-------- TASK DATA --------

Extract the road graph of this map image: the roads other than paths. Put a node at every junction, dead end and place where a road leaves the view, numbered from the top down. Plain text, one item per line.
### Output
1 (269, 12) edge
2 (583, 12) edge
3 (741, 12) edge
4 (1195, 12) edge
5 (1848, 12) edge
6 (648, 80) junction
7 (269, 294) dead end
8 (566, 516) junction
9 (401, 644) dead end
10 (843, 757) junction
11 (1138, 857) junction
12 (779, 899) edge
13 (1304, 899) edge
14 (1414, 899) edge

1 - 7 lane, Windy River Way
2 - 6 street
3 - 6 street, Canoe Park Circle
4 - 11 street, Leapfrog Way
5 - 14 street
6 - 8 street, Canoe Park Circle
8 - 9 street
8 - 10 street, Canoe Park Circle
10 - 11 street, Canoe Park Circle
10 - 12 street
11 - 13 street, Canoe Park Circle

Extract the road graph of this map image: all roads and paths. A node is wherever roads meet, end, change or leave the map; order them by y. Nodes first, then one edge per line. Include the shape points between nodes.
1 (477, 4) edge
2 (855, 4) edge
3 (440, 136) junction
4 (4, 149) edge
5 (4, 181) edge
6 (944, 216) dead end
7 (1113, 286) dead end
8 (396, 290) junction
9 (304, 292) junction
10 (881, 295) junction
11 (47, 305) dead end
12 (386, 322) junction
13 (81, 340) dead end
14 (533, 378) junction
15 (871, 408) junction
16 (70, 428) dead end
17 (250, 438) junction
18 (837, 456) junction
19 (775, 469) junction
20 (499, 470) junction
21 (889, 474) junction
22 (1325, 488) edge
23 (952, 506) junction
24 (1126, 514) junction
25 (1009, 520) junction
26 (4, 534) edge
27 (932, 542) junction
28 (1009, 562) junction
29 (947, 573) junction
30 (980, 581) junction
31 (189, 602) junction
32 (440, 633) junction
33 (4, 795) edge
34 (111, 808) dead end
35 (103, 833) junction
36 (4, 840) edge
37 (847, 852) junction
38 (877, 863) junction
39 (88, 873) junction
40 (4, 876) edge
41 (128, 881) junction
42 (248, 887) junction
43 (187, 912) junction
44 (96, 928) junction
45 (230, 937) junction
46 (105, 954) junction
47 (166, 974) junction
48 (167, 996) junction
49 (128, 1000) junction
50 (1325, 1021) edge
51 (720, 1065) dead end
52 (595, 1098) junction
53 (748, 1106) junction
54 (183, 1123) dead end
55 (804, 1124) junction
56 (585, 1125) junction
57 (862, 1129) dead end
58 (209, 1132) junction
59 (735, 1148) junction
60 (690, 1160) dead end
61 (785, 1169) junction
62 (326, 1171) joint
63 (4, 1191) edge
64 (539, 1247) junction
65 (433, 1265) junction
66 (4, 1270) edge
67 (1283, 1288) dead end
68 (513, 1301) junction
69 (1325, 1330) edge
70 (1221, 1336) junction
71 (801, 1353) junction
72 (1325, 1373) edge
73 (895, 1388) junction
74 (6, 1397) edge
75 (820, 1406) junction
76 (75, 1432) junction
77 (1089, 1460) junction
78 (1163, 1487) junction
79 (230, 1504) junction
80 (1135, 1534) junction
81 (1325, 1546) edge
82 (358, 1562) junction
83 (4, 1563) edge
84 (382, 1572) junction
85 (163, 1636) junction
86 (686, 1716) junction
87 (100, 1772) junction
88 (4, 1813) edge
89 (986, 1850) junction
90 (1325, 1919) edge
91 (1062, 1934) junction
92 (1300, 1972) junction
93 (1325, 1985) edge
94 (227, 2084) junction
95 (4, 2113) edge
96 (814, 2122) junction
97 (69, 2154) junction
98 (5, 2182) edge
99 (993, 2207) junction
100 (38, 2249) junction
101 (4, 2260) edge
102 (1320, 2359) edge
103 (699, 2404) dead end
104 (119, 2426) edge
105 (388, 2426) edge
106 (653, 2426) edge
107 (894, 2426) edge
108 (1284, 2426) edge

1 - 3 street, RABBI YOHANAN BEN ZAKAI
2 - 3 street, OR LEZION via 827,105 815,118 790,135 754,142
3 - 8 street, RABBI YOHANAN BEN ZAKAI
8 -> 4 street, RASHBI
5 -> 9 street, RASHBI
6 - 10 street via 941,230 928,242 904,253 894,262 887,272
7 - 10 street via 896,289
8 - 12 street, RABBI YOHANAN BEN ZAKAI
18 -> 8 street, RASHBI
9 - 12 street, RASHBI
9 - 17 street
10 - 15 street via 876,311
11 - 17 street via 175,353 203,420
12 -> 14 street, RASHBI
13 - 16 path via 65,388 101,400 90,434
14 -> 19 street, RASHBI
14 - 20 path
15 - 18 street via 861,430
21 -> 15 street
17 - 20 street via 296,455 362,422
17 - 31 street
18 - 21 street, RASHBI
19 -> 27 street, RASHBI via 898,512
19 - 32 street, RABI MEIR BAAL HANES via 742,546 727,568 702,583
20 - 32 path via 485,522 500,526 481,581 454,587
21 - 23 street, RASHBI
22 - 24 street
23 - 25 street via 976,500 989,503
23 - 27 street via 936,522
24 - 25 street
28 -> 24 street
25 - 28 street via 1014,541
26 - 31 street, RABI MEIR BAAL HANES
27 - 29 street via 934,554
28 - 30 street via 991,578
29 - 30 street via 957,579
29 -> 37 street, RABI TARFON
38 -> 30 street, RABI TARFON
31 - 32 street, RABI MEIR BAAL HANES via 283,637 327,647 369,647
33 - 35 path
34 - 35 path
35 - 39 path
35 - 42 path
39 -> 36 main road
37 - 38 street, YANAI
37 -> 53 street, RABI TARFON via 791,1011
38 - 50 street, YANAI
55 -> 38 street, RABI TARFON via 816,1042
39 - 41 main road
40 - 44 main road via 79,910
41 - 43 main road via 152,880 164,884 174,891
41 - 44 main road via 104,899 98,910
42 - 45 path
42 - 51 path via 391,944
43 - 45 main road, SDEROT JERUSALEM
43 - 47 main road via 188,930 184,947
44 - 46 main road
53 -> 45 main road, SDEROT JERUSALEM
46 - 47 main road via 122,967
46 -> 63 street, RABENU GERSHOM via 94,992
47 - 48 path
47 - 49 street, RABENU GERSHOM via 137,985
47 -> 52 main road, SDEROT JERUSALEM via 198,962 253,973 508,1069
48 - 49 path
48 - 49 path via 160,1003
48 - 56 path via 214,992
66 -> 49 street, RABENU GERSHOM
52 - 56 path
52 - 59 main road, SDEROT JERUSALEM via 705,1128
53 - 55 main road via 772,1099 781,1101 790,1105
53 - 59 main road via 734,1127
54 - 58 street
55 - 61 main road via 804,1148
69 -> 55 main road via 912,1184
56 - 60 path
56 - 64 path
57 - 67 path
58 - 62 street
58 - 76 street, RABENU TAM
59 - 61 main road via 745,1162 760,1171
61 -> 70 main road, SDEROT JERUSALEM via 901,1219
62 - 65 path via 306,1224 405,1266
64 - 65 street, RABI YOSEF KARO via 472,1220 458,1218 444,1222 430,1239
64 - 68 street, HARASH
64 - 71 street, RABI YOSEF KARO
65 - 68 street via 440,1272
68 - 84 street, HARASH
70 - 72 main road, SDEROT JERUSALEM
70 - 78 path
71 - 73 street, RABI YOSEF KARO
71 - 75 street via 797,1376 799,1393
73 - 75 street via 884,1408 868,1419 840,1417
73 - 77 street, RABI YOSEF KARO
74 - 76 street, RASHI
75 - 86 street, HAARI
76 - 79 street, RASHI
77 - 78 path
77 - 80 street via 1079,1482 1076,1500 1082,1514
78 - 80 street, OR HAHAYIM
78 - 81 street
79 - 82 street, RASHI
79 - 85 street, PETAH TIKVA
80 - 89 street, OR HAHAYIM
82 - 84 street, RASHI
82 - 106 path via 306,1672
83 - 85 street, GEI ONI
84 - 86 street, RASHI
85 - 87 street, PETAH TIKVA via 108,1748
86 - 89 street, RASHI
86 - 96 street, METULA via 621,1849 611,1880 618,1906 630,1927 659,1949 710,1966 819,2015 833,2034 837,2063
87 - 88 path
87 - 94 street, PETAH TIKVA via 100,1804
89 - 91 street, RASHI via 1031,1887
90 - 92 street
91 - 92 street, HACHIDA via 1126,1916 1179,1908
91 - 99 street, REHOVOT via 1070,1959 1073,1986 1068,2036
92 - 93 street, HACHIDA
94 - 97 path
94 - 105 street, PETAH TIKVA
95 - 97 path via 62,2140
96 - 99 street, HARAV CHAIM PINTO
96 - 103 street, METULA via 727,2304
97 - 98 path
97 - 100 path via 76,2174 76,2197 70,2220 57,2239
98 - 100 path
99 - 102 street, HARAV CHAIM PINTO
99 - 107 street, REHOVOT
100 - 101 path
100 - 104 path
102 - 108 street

--------

WHAT YOU NEED TO DO: Return a copy of each line in the entries that contains "RABENU".

COMPLETED TASK:
46 -> 63 street, RABENU GERSHOM via 94,992
47 - 49 street, RABENU GERSHOM via 137,985
66 -> 49 street, RABENU GERSHOM
58 - 76 street, RABENU TAM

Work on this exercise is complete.